**Task directions**
Search the entries below for "Sudirman" and copy each matching line.

**Saved entries**
++++

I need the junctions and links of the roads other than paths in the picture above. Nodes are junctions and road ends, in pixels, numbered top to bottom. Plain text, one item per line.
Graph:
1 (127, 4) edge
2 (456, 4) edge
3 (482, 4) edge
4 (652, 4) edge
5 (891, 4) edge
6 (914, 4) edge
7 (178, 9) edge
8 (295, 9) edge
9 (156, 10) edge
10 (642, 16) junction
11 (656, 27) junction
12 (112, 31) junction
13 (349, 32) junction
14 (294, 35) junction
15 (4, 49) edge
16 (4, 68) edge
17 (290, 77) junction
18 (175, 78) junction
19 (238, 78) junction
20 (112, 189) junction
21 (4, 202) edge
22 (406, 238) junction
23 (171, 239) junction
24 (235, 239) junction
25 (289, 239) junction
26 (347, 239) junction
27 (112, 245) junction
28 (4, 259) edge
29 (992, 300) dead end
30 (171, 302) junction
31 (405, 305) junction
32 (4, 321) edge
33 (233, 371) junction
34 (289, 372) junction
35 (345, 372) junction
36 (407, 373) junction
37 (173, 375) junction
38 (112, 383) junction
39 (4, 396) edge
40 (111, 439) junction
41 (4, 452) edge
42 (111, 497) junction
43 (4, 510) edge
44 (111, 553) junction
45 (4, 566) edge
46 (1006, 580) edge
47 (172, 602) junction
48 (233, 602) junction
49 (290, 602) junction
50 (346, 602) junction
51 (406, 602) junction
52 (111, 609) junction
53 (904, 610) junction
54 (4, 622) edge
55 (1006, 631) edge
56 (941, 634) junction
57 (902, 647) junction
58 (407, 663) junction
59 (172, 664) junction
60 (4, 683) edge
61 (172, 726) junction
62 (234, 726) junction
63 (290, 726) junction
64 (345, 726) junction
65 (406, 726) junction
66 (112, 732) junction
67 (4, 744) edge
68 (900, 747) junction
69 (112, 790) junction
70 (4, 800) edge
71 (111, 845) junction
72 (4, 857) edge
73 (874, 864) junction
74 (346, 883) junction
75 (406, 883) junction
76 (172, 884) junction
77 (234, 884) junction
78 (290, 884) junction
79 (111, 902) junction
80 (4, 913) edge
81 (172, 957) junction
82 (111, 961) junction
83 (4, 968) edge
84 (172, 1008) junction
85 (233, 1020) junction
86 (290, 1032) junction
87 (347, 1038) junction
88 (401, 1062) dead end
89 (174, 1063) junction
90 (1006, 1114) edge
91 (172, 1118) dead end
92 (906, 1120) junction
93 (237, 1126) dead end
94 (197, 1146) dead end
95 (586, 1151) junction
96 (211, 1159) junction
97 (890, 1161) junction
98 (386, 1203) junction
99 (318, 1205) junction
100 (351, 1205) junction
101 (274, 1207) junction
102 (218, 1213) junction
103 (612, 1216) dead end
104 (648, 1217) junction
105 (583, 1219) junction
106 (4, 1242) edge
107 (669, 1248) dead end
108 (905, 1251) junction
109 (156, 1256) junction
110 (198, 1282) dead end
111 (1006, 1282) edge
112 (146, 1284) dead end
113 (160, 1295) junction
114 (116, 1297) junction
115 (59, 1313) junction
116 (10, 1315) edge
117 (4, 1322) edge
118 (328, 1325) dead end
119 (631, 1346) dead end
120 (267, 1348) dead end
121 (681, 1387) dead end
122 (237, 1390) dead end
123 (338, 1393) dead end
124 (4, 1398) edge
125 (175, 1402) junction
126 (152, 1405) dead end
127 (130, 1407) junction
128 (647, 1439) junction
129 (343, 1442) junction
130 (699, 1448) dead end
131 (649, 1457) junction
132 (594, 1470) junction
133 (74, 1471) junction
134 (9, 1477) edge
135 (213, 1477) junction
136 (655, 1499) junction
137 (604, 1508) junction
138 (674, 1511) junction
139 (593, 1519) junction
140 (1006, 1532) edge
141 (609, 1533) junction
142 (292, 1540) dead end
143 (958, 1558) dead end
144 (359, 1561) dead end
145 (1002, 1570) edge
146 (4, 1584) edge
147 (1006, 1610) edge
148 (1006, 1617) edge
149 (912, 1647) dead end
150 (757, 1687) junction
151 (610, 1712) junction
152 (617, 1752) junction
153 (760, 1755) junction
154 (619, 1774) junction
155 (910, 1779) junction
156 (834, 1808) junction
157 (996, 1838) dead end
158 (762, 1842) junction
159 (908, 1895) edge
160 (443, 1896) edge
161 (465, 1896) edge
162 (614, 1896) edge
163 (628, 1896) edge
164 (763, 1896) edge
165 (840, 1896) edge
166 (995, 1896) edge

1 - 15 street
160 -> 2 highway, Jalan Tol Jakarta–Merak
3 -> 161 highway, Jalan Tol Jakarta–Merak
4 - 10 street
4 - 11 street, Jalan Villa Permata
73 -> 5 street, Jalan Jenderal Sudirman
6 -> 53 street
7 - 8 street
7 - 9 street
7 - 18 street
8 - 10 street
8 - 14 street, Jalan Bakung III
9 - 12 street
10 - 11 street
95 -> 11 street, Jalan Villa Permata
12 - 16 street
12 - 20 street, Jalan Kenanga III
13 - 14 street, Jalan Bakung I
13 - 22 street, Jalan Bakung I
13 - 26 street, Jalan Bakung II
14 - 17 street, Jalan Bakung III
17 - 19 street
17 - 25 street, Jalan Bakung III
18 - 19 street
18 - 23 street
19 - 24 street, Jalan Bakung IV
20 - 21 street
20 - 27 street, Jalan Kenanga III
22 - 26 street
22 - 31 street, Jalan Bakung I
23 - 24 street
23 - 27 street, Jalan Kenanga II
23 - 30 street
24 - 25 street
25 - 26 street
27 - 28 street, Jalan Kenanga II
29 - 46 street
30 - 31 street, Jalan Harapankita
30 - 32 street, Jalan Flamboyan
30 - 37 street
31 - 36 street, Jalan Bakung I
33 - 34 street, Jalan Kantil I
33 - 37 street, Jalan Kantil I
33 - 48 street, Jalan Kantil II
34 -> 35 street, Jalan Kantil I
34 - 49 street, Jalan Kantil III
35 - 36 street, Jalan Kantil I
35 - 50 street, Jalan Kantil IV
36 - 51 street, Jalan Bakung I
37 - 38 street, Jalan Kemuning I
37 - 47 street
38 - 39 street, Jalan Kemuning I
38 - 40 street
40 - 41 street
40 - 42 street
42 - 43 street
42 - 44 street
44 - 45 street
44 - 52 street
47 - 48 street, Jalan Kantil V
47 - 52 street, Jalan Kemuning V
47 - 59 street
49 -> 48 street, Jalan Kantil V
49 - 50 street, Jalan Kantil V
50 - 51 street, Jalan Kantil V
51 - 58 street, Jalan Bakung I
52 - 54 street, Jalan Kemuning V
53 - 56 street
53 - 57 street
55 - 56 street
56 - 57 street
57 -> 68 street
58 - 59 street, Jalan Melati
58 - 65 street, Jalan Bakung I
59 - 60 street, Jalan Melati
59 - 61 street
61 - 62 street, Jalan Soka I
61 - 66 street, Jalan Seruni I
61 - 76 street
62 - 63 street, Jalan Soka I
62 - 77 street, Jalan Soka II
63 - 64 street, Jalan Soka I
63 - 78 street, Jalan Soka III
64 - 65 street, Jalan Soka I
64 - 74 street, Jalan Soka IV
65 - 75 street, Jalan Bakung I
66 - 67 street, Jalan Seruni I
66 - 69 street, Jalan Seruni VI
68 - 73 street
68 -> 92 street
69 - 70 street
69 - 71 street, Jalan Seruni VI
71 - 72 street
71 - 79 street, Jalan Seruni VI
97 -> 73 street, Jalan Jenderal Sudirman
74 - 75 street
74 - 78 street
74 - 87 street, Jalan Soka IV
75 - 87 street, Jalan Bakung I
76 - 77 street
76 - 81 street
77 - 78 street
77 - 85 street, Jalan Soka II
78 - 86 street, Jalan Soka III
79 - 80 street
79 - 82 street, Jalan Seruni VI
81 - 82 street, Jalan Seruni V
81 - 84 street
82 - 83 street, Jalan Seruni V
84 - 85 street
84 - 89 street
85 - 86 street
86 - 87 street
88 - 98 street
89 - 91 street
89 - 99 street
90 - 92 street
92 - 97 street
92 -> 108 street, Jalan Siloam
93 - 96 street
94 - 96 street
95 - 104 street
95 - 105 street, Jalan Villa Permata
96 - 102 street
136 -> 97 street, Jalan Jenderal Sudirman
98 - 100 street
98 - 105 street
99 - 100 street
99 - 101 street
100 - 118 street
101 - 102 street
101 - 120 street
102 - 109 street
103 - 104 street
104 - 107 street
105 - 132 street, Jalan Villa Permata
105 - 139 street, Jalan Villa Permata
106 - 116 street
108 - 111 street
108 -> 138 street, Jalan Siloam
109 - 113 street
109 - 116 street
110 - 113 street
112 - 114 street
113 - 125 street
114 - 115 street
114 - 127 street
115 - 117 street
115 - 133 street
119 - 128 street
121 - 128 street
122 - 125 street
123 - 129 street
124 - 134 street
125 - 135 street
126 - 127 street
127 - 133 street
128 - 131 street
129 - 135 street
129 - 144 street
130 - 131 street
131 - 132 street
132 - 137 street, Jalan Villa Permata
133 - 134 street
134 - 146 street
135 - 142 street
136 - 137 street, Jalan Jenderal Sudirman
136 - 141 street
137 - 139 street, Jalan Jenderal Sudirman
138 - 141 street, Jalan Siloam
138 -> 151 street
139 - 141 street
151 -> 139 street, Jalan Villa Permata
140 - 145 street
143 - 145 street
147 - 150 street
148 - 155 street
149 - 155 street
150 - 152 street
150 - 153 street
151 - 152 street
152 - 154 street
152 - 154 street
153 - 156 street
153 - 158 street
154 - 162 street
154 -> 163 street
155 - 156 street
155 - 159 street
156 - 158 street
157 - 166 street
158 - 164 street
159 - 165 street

++++

**Solution to this exercise**
73 -> 5 street, Jalan Jenderal Sudirman
97 -> 73 street, Jalan Jenderal Sudirman
136 -> 97 street, Jalan Jenderal Sudirman
136 - 137 street, Jalan Jenderal Sudirman
137 - 139 street, Jalan Jenderal Sudirman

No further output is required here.